[Exercise objective] The required response is the number of lines in the entries that include the word "main", with nothing added.

[Stored items]
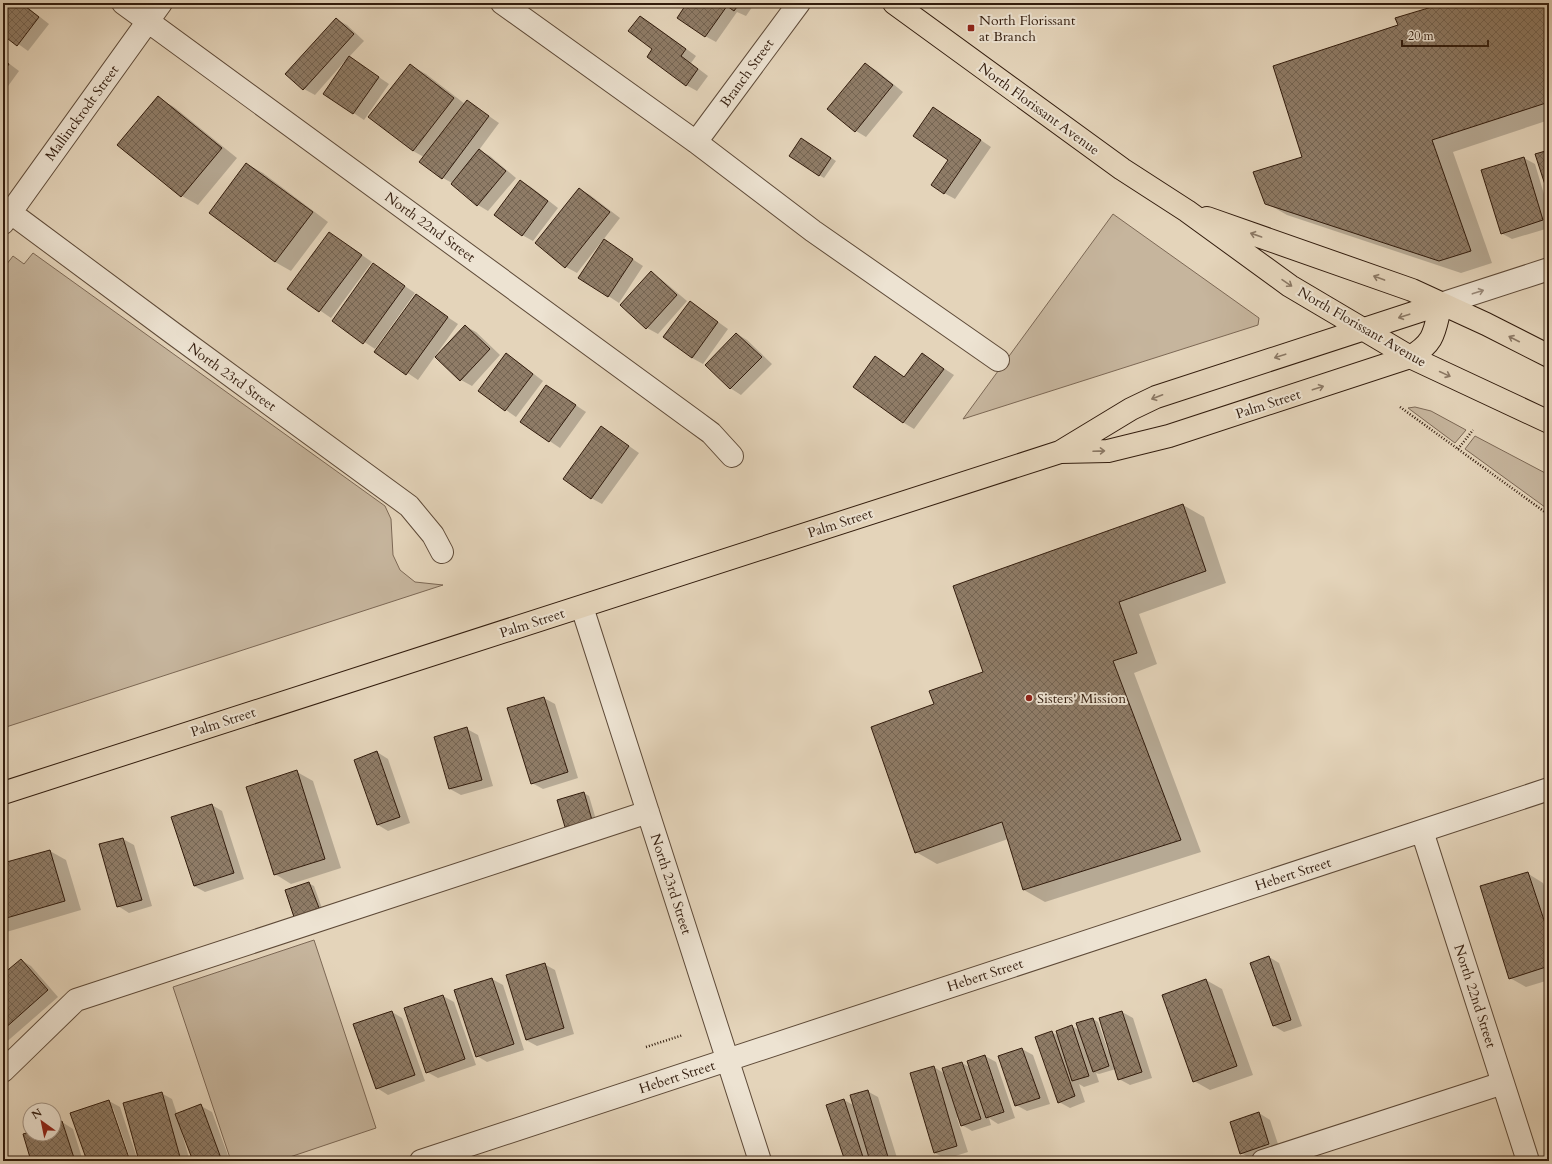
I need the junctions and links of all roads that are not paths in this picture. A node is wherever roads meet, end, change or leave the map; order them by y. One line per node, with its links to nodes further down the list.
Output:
1 (123, 3): 6 (street, North 22nd Street)
2 (161, 3): 6 (street, Mallinckrodt Street)
3 (502, 3): 7 (street)
4 (799, 3): 7 (street, Branch Street)
5 (894, 3): 8 (main road, North Florissant Avenue)
6 (148, 21): 9 (street, Mallinckrodt Street); 18 (street, North 22nd Street)
7 (696, 142): 15 (street)
8 (1187, 211): 11 (main road, North Florissant Avenue, one-way to 8); 12 (main road, North Florissant Avenue, one-way to 12)
9 (5, 214): 19 (street, North 23rd Street)
10 (1549, 270): 11 (street, Palm Street, one-way to 10)
11 (1441, 304): 12 (main road, Palm Street, one-way to 12); 13 (main road, North Florissant Avenue, one-way to 11); 14 (main road, Palm Street)
12 (1362, 330): 14 (main road, North Florissant Avenue); 17 (main road, Palm Street, one-way to 17)
13 (1549, 356)
14 (1410, 358): 16 (main road, North Florissant Avenue, one-way to 16); 17 (main road, Palm Street, one-way to 14)
15 (998, 360)
16 (1549, 422)
17 (1060, 452): 20 (main road, Palm Street)
18 (732, 456)
19 (442, 552)
20 (582, 606): 22 (main road, Palm Street); 23 (street, North 23rd Street)
21 (1549, 789): 24 (street, Hebert Street)
22 (3, 793)
23 (648, 812): 25 (street, North 23rd Street); 26 (street)
24 (1422, 831): 25 (street, Hebert Street); 27 (street, North 22nd Street)
25 (727, 1060): 28 (street, Hebert Street); 29 (street, North 23rd Street)
26 (3, 1071)
27 (1503, 1083): 30 (street); 31 (street, North 22nd Street)
28 (421, 1161)
29 (760, 1161)
30 (1263, 1161)
31 (1528, 1161)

[Response box] 7